◆ TASK TO CARRY OUT ◆
In the records below, find each line holding the word "Демьяна" and copy it.

Stored items:
- - - - -

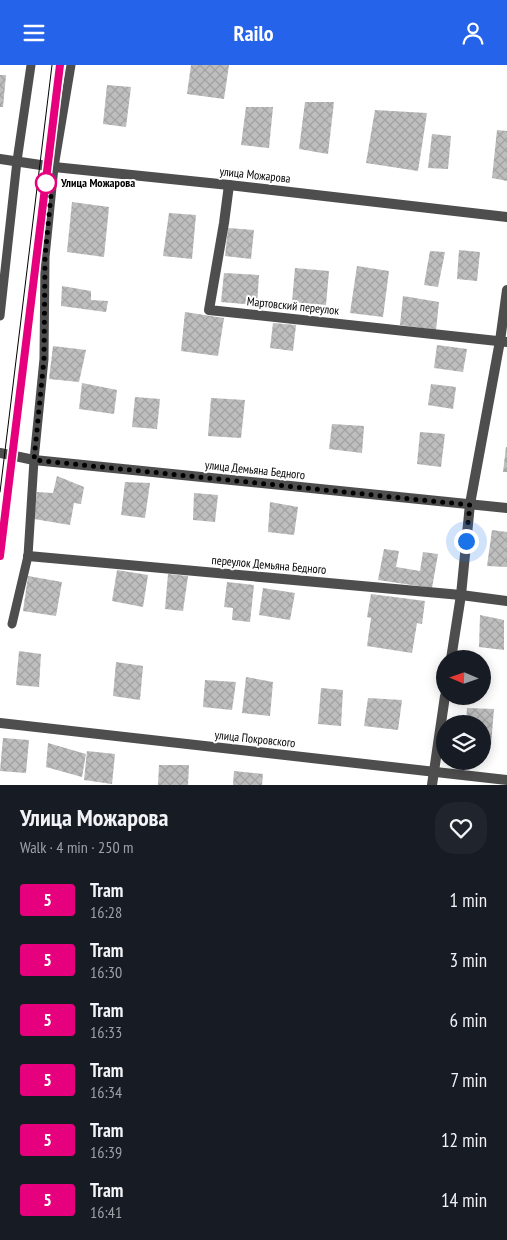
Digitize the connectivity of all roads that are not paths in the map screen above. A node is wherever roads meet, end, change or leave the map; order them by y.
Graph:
1 (31, 65) edge
2 (71, 65) edge
3 (0, 159) edge
4 (17, 161) junction
5 (54, 167) junction
6 (229, 185) junction
7 (507, 217) edge
8 (507, 290) edge
9 (0, 316) edge
10 (504, 341) edge
11 (0, 453) edge
12 (34, 460) junction
13 (470, 505) junction
14 (507, 508) edge
15 (28, 556) junction
16 (461, 595) junction
17 (507, 601) edge
18 (12, 623) dead end
19 (452, 650) edge
20 (445, 705) edge
21 (0, 723) edge
22 (434, 771) junction
23 (507, 780) edge
24 (432, 785) edge

1 - 4 lane
2 - 5 lane
3 - 4 street, улица Можарова
4 - 5 street, улица Можарова
4 - 9 lane
5 - 6 street, улица Можарова
5 - 12 lane
6 - 7 street, улица Можарова
6 - 10 street, Мартовский переулок
8 - 10 street
10 - 13 street
11 - 12 street, улица Демьяна Бедного
12 - 13 street, улица Демьяна Бедного
12 - 15 lane
13 - 14 street, улица Демьяна Бедного
13 - 16 street
15 - 16 street, переулок Демьяна Бедного
15 - 18 lane
16 - 17 street, переулок Демьяна Бедного
16 - 19 street
20 - 22 street
21 - 22 street, улица Покровского
22 - 23 street, улица Покровского
22 - 24 street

- - - - -

◆ EXERCISE RESULT ◆
11 - 12 street, улица Демьяна Бедного
12 - 13 street, улица Демьяна Бедного
13 - 14 street, улица Демьяна Бедного
15 - 16 street, переулок Демьяна Бедного
16 - 17 street, переулок Демьяна Бедного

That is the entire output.